By: Trish Adkins
The number of children diagnosed with cancer each year, around the world, is hard to estimate. The best estimate, from the World Health Organization, is more than 400,000. But, without a comprehensive, global childhood cancer registry, knowing the true numerical impact is difficult.
But what we do know is that childhood cancer happens everywhere. It happens in the United States and it happens in Germany and it happens in Kenya. There is not one country in the world that is untouched by childhood cancer. A study in 2017 estimated that each year cancer stole 11.5 million years of healthy life away from children. This is time that could be spent in school or on the playground, but instead is spent enduring harsh treatments, waiting for miracle cures and hoping that tomorrow will be symptom-free.
If all children received adequate care and could access treatment, and if there were more cures and safer treatments, imagine how many healthy years these kids could get back.
Childhood cancer happens everywhere. But, so does the science that will lead to cures and safer, more effective treatments.
Alex’s Lemonade Stand Foundation (ALSF) works to foster global collaboration, resource sharing and project funding aimed at making treatments available to all children. ALSF has funded over 1,000 in medical research grants at nearly 150 institutions. The grants provide early career scientists and later career scientists with critical funds to study basic science and also to bring bench research from the lab to the clinic.
Here are three ways scientists are collaborating for cures for childhood cancer:
1. Data and resource sharing
Childhood cancer research is powered by data but it also produces mass amounts of data. All this incredible information — related to cancer cell biology and genetics as well as potential compounds that could become future treatments. Sharing data can help researchers accelerate their research and support collaboration and discussion, which is why ALSF funds the Childhood Cancer Data Lab. Established in 2017, the Data Lab complements the rich ecosystem of pediatric cancer research supported by ALSF by providing open-source tools and training to pediatric cancer researchers. The Data Lab fosters collaboration internationally, by leveraging the incredible expertise of their internal team that is made up of leaders in the fields of data management, user experience design, programming and analysis.
Beyond the data lab, ALSF also funds the Childhood Cancer Cell Repository in Lubbock, Texas. The Repository, in collaboration with the Children’s Oncology Group, stores donated childhood cancer tumors, turning those tumors into cell lines and special “PDX” models, which researchers all around the world can request and use to power their lab research. Over the past ten years, the Repository collected 1,404 cancer specimens from children with cancer, enabling the generation of 640 continuous cell lines and 124 PDX models from childhood cancers to provide over 600 scientists with cell lines or models in over 30 countries.

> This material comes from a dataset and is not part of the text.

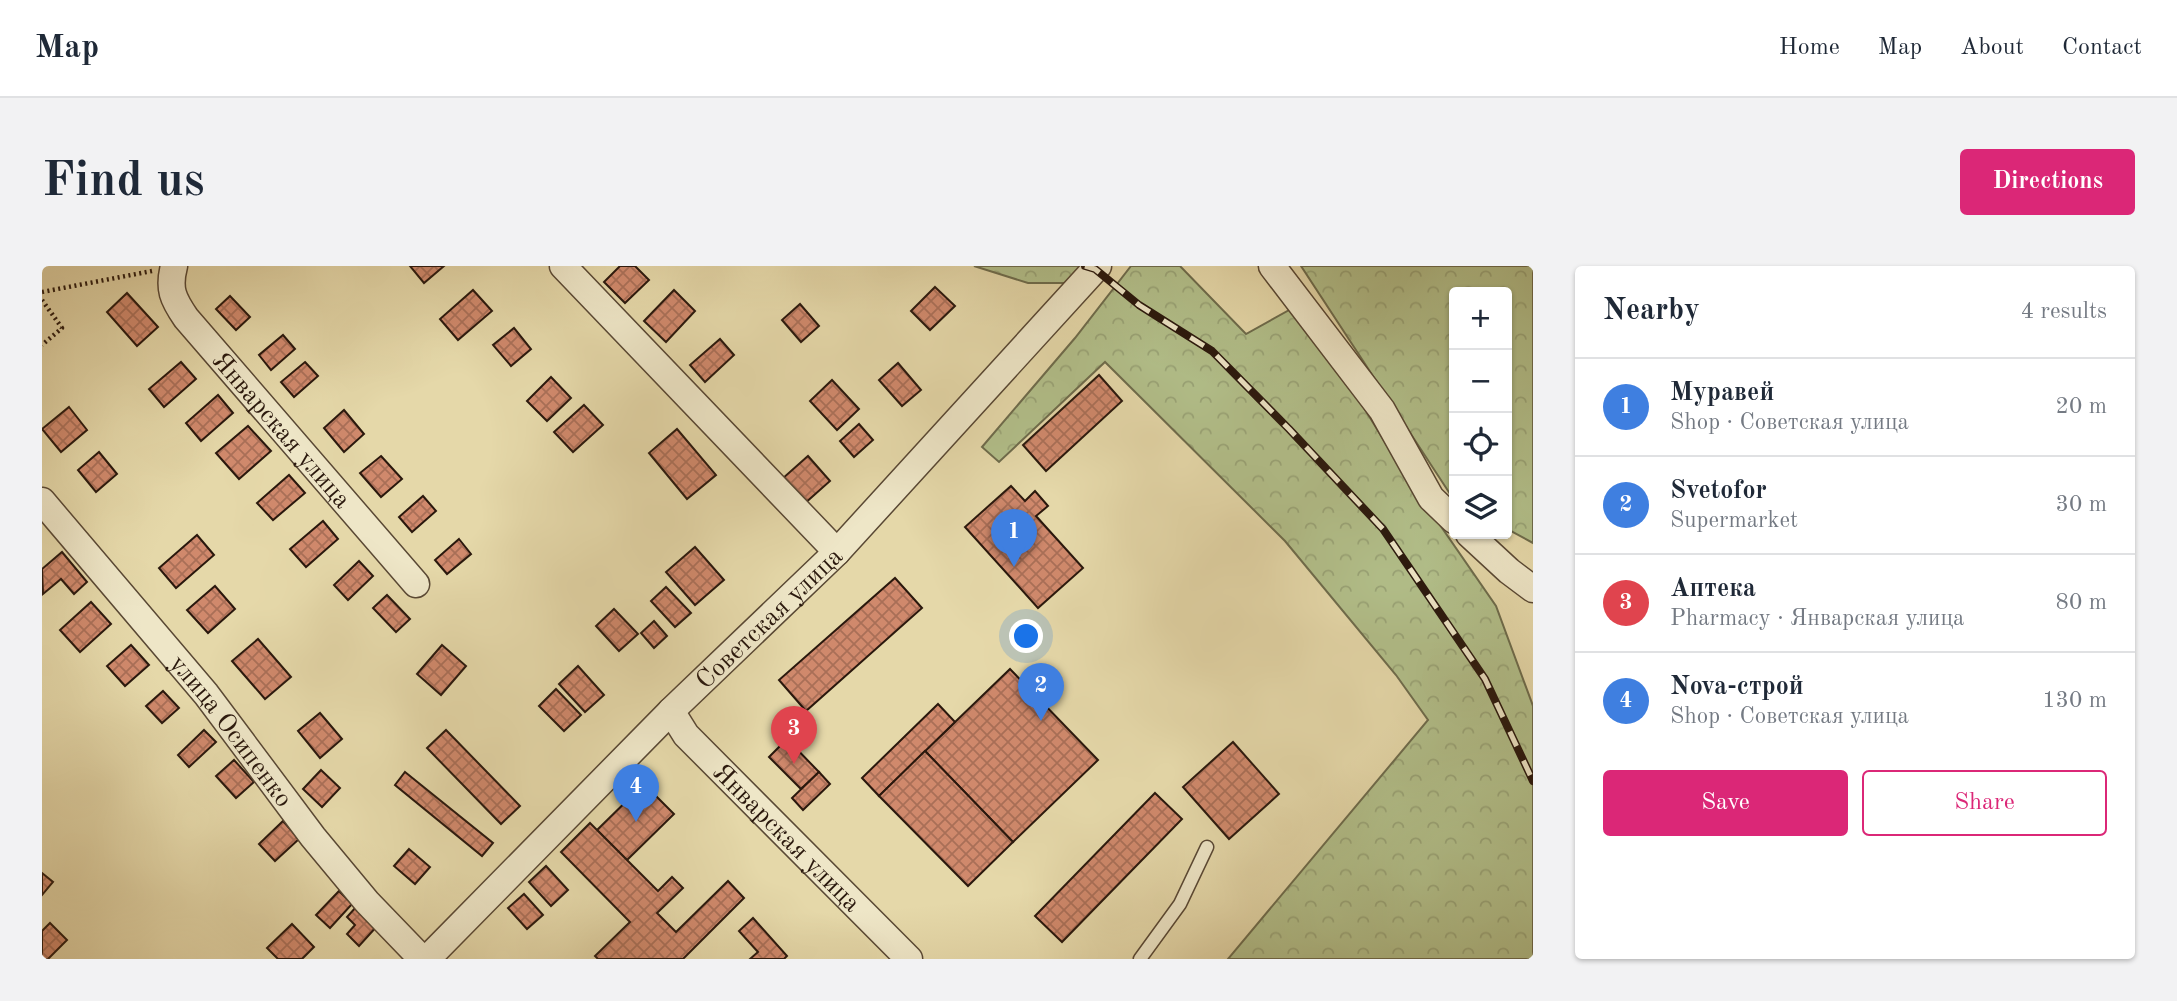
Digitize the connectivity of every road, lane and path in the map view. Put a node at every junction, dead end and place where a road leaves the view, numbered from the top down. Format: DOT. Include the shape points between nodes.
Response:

2. Addressing issues in equity and access
Accessing cancer treatment is a challenge in low and middle-income countries without comprehensive medical infrastructures. Two ALSF-funded researchers have been working throughout Africa to change the reality for children facing cancers. Dr. Terry Vik, who was funded by ALSF with an Epidemiology grant, studied and then trained medical workers at malaria clinics in Kenya to recognize leukemia on the blood smears they used to diagnose malaria — leading to earlier diagnoses. Dr. David Poplack, who was honored with the ALSF Childhood Cancer Lifetime Achievement Award in 2020, leads Global HOPE which has a presence in eight African countries and works to train local health care professionals in diagnostics and treatment, while also providing treatment to thousands of children with childhood cancer.

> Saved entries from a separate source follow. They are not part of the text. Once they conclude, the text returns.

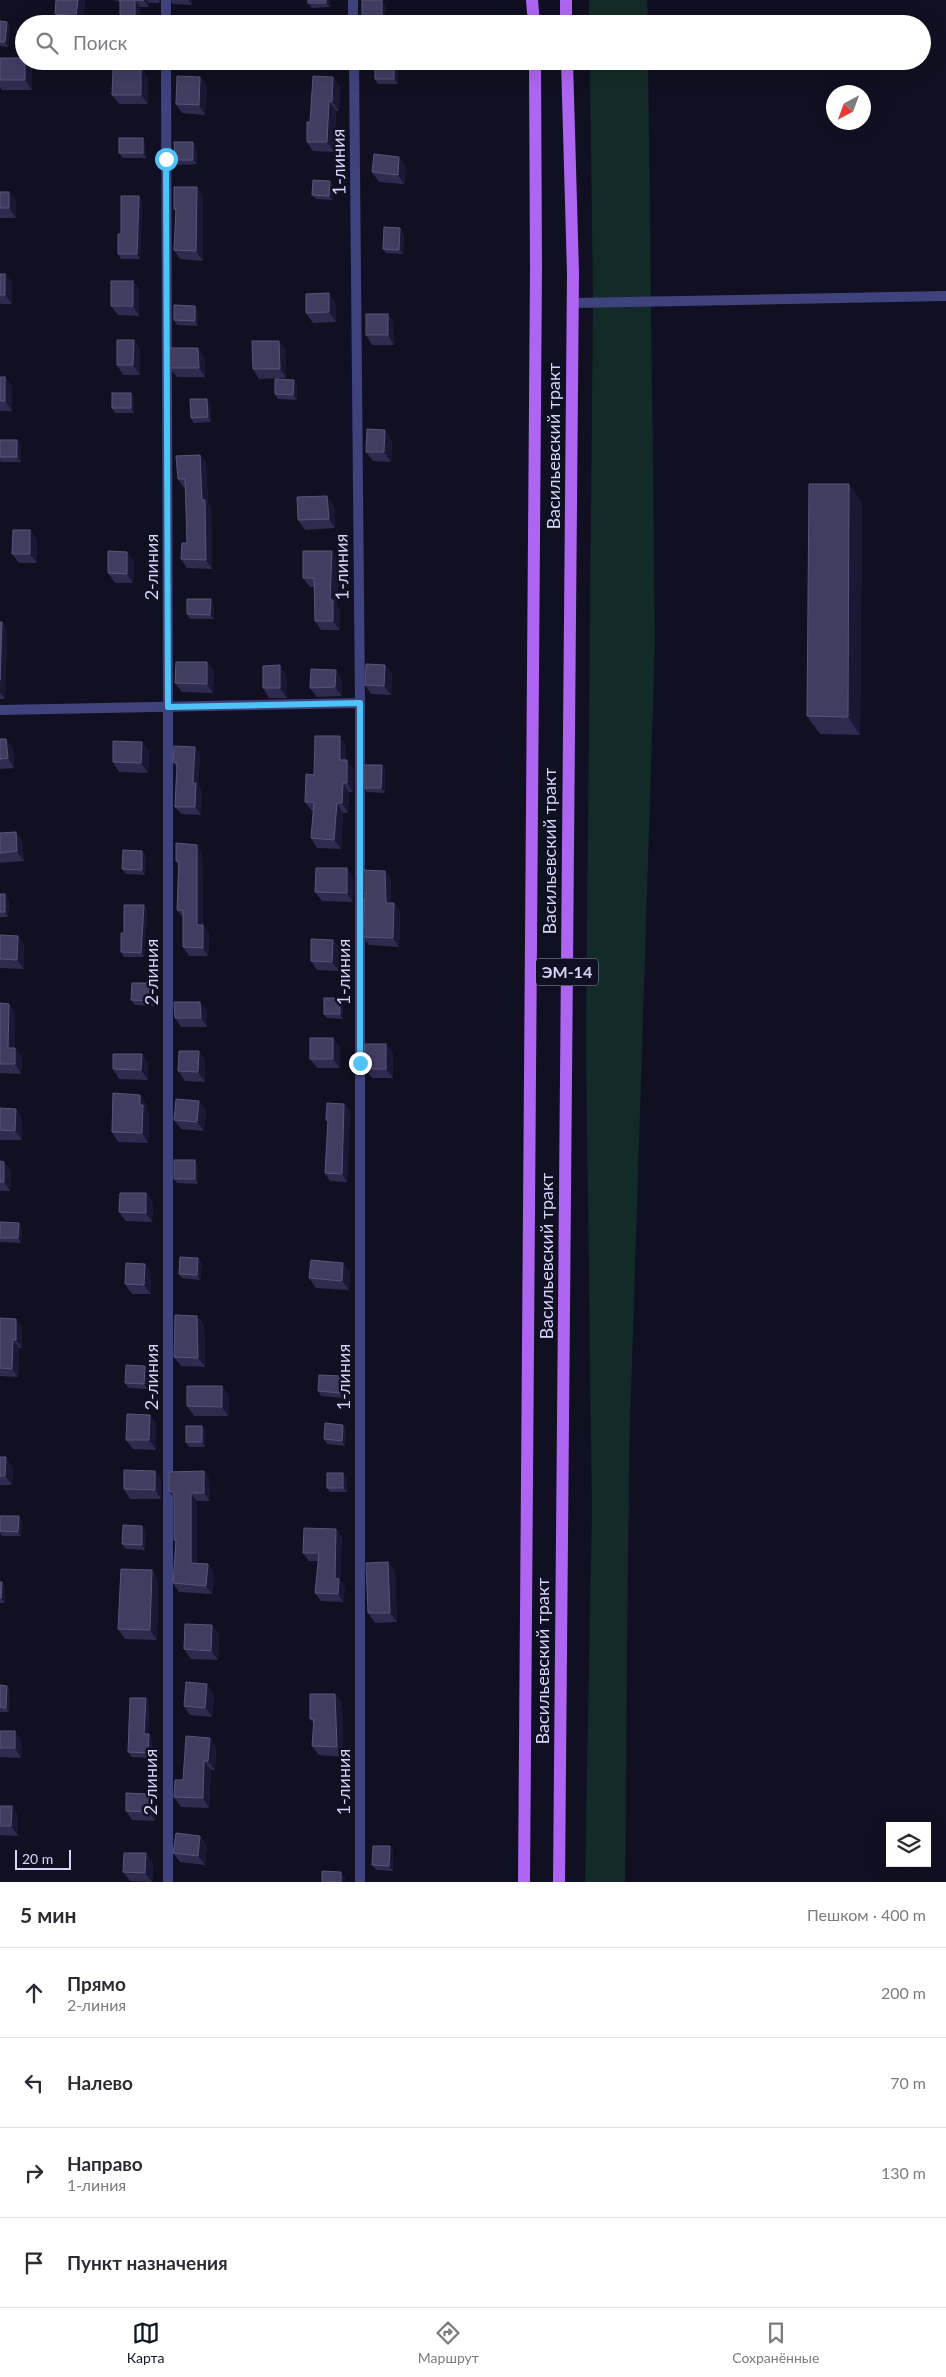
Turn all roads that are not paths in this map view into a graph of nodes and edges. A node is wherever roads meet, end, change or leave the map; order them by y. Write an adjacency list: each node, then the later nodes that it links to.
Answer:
1 (166, 0): 5 (street)
2 (353, 0): 6 (street)
3 (532, 0): 7 (main road)
4 (566, 0): 8 (main road)
5 (166, 15)
6 (354, 15)
7 (533, 15)
8 (566, 15)
9 (166, 70): 16 (street, 2-линия)
10 (354, 70): 15 (street, 1-линия)
11 (535, 70): 20 (main road, Васильевский тракт / ЭМ-14)
12 (567, 70): 14 (main road, Васильевский тракт / ЭМ-14)
13 (946, 296): 14 (street)
14 (572, 303): 21 (main road, Васильевский тракт / ЭМ-14)
15 (360, 703): 16 (street); 19 (street, 1-линия)
16 (168, 707): 17 (street); 18 (street, 2-линия)
17 (0, 710)
18 (168, 1882)
19 (360, 1882)
20 (524, 1882)
21 (559, 1882)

3. Multi-disciplinary, global research teams
Because childhood cancer happens everywhere, research needs to be collaborative across oceans. ALSF’s Crazy 8 Grant funding addresses the most difficult, pressing issues in childhood cancer research by providing funding to international, collaborative teams. There are six teams in total with researchers from 21 institutions. Later this year, the Foundation will award another grant team that will study cancer predisposition, another pressing and challenging problem in pediatric oncology. Estimates of how many children have a predisposition to cancer vary — but at least 30% of children with cancer have some sort of predisposition to cancer whether the result of an inherited syndrome or a germline mutation.
The key to these teams’ success is in the collaboration. Teams are studying Ewing sarcoma and osteosarcoma, tracing the cellular origins and history of leukemia, employing molecular glues and cellular barcoding, and collaborating every day for cures for all kids no matter where they live.

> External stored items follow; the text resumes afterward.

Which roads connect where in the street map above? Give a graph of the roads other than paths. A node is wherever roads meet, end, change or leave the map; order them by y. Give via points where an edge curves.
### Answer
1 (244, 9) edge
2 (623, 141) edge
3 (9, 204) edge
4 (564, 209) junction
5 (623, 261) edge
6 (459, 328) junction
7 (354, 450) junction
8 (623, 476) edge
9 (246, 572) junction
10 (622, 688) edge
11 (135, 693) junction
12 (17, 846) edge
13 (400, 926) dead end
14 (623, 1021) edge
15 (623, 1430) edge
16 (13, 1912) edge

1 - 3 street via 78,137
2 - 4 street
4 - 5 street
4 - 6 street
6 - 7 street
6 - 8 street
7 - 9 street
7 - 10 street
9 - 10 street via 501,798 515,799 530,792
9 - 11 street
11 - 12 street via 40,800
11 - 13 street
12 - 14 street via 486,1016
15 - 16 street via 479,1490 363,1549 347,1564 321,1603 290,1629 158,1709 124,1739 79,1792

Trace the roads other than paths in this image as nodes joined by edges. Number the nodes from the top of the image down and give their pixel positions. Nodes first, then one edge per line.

Alex’s Lemonade Stand Foundation founder Alex Scott believed that if we all work together, we would find cures for childhood cancer. As researchers continue to move closer to cures for all children, there are still types of childhood cancer that continue to be incurable. To accelerate childhood cancer research, ALSF has developed the Crazy 8 Initiative, a $50 million commitment to solve the most intractable problems in childhood cancers. The $50 million will fund at least 10 game-changing collaborative projects that connect researchers across the globe. We have already raised and allocated the first $25 million toward six projects that are taking on the deadliest of childhood cancers with one singular focus: curing the incurable.